I just can't help but look at Allie - to see how happy she is when I hold her, how content she is - and think that Cameron never got to feel that happiness. I see her smile when I talk to her and coo when Aiden is talking to her. It sends a feeling of immense happiness through me, but at the same time, my mind will go straight to Cameron.

Why did my body fail him? He depended on me to get him here safe and sound and I couldn't do that. Why?? My body didn't fail my other two children, so why did it have to fail him? Why did he get dealt that card?

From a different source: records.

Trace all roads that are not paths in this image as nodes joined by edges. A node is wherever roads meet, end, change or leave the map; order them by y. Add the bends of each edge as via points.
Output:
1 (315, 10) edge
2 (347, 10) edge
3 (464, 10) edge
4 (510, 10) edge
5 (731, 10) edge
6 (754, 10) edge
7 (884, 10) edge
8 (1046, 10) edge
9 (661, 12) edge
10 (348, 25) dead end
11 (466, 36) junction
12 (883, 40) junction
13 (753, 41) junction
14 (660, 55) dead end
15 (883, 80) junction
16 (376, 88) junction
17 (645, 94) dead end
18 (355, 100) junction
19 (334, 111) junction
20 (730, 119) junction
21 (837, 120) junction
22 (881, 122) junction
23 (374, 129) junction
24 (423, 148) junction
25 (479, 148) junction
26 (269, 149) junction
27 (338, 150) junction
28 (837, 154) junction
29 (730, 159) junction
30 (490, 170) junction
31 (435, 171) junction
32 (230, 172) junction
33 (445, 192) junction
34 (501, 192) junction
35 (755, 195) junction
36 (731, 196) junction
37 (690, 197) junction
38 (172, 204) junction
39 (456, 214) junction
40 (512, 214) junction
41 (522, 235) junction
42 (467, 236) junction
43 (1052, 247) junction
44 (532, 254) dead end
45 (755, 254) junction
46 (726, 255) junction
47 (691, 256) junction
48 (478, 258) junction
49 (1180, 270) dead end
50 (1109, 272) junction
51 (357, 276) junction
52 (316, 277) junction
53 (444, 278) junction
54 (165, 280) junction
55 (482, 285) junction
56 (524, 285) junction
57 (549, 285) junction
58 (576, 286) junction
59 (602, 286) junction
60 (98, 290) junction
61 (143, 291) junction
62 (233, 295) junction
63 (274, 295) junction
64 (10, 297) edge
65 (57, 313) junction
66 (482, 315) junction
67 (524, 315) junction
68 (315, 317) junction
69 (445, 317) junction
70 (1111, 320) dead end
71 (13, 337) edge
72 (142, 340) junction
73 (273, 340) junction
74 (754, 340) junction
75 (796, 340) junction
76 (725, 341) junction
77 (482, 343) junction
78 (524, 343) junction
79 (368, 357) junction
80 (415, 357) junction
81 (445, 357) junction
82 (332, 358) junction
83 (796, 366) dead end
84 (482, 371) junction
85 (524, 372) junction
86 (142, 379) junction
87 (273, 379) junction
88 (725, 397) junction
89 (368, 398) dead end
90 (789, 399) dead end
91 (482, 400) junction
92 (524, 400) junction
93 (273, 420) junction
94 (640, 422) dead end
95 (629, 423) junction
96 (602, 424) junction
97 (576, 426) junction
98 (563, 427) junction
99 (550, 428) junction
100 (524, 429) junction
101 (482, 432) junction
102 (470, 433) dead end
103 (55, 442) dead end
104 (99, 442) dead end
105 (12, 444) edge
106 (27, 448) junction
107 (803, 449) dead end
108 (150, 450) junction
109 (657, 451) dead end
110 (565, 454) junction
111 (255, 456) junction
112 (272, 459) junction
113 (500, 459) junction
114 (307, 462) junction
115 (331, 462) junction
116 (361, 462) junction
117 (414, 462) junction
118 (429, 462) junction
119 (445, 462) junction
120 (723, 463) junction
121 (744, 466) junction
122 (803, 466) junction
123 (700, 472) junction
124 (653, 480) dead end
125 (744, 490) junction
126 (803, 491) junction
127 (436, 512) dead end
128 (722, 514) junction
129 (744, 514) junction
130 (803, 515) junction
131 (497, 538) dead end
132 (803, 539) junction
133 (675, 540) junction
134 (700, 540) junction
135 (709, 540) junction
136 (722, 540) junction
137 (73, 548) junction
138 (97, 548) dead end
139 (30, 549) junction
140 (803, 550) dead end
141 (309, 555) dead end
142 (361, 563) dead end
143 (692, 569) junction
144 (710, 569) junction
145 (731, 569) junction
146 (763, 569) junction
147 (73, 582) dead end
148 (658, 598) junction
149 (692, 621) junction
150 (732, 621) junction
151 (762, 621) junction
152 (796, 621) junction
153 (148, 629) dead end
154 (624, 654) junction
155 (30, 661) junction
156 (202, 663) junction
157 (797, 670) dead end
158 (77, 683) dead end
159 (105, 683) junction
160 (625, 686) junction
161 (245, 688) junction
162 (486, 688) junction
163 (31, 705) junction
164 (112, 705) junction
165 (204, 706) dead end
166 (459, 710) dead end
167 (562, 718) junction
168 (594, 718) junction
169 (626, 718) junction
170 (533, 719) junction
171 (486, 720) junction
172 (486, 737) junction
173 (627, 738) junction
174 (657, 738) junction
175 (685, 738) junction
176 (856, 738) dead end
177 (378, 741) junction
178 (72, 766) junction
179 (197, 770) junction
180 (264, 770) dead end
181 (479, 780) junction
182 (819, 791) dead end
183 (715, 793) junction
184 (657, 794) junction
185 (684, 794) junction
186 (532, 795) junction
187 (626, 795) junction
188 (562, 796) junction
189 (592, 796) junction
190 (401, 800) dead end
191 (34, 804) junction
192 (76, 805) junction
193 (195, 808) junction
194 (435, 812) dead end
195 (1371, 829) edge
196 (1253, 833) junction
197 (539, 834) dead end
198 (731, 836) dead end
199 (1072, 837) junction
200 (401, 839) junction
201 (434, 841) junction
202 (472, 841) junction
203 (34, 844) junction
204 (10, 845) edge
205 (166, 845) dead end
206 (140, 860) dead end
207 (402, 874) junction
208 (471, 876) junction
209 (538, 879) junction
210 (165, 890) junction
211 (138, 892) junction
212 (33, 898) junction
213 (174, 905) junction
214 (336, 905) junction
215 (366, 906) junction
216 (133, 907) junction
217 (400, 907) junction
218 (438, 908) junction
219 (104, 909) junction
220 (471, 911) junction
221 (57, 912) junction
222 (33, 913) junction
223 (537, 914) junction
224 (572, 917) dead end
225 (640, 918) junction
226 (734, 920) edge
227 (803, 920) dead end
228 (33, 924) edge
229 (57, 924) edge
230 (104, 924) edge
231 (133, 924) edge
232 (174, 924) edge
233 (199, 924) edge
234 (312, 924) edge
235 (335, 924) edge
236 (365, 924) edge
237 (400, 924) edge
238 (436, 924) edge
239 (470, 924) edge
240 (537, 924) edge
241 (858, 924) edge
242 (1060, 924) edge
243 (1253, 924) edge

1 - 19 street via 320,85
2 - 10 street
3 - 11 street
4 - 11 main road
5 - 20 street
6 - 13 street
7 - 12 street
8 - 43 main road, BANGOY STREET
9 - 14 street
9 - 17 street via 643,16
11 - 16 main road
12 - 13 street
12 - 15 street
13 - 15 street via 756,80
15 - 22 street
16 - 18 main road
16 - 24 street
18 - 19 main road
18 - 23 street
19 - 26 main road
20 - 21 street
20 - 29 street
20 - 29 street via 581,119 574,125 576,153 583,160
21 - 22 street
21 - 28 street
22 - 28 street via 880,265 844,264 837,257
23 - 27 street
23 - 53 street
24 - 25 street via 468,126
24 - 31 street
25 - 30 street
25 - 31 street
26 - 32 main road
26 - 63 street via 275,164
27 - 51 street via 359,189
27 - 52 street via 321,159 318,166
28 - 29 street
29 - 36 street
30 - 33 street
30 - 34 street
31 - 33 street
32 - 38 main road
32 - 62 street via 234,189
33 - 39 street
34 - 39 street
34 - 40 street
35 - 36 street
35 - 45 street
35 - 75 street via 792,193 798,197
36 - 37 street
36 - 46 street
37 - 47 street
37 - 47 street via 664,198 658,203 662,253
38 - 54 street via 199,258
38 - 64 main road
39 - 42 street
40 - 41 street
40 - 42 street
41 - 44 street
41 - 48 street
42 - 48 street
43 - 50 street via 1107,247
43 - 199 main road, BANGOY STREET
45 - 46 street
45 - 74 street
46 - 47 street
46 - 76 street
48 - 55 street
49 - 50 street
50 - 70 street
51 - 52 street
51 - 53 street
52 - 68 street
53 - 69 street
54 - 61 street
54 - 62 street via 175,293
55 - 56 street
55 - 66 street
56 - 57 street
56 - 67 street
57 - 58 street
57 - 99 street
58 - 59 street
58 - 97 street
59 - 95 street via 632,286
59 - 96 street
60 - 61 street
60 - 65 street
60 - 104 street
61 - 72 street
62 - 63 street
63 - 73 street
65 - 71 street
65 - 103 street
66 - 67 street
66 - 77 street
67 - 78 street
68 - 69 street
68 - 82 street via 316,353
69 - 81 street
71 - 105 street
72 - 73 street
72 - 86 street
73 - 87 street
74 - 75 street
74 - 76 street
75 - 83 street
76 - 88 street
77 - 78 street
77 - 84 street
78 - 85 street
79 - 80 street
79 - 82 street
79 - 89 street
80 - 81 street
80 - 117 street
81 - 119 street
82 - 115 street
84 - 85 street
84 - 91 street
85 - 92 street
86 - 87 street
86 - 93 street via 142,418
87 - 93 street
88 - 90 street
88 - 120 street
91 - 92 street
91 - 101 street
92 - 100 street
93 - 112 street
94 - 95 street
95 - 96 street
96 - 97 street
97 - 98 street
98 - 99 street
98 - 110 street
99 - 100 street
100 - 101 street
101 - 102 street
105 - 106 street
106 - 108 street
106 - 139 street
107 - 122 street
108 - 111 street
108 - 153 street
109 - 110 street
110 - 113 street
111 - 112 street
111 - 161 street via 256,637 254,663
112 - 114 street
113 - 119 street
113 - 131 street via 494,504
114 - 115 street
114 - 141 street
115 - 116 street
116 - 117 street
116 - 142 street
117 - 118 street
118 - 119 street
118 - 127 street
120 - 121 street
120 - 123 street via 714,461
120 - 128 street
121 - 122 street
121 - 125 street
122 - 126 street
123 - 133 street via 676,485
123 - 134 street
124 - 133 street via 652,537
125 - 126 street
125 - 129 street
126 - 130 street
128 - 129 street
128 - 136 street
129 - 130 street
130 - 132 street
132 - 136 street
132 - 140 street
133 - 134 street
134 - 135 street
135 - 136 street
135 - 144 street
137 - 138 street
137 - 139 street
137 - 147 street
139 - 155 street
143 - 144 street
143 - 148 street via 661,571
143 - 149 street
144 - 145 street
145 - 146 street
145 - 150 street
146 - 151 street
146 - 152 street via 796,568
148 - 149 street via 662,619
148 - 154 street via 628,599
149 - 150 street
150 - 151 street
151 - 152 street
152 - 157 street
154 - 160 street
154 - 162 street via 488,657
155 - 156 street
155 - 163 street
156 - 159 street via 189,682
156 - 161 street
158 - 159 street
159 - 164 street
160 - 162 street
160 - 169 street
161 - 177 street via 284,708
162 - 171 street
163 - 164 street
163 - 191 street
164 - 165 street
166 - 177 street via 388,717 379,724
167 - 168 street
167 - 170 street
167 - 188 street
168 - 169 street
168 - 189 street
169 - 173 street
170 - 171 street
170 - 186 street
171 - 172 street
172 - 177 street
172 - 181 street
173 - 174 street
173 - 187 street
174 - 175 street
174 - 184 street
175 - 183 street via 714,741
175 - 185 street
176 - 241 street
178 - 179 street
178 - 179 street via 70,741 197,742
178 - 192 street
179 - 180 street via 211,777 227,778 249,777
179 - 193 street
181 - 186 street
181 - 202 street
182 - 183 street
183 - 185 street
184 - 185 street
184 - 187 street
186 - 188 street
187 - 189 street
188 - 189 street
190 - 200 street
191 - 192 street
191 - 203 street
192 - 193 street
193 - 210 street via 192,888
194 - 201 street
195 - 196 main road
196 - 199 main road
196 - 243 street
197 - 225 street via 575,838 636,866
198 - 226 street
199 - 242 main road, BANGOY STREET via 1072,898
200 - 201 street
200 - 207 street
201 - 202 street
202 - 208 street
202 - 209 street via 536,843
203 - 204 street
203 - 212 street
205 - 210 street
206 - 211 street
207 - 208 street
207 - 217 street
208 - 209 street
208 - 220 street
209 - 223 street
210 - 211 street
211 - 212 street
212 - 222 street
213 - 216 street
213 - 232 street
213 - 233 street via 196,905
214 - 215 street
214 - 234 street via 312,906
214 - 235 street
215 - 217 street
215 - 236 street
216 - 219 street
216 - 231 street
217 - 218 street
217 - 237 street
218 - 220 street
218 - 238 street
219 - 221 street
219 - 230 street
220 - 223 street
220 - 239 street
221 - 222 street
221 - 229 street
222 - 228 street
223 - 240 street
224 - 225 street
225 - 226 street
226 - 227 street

There's a little song I sang to Allie when I was pregnant with her, and that I now sing to her as she's lying quietly in my arms, drifting off to sleep. The other day, I was singing to her and the tears just started flowing. I looked down at her and her little head was drenched with my tears. Part of it was out of sheer joy. I couldn't begin to explain the feelings that go through me when I look at her - when it's just Allie and mommy time at night, before she falls asleep.
The other part is just pure sadness. This lullaby will always be hers and only hers, but I think of Cameron too when I sing to her.

What if I still cry 4yrs down the road when I'm singing her to sleep at night. Is she going to understand why mommy is crying during HER song? Aiden understands all too well, but he was here through all of it. I've never cried so much in my entire life as I have this past year, and he's been there for every second of it.

In a way, it's almost as if Cameron and Allie are intertwined. Does that make sense? I suppose it just boils down to the fact that she wouldn't be here had he not passed away. Everything she will ever do, I will always stop and think of that. She would not be doing any of it, had her big brother survived. How does one process that?!
Even with those thoughts in the back of my mind, I will never let them overshadow my happiness for her, and the excitement of her milestones in life.

It's a crazy, beautiful thing to have a baby after the loss of another. It's something that no one will EVER understand unless they have gone through the process themselves.



I don't know if any of you have ever heard of Kari Jobe, but her song, "My Beloved" is the one I sing to Allie. It's absolutely beautiful!

You're My Beloved
You're My Bride
To sing over you is My delight
Come away with Me My love

You're Beautiful to Me
So beautiful to Me

Under My mercy
Come and wait
Till we are standing face to face
I see no stain on you
My child

You're Beautiful to Me
So Beautiful to Me

I sing over you My song of peace
Cast all your care down at My feet
Come and find your rest in Me

I'll breathe My life inside of you
I'll bear you up on eagle's wings
And hide you in the shadow of My strength
I'll take you to My quiet waters
I'll restore your soul
Come rest in Me and be made whole

You're My beloved
You're My Bride
To sing over you is my delight
Come away with me my love

1 comment:

Kara said...

Hollie, that is all so normal. I really struggled with all of that in the beginning. Gunner brought me a joy so deep and full that I could never imagine, then I would feel guilty for missing Tyler at the same time. Someone described it as the duality of life. It takes awhile to process but you will get to a point where you are able to love and grieve at the same time.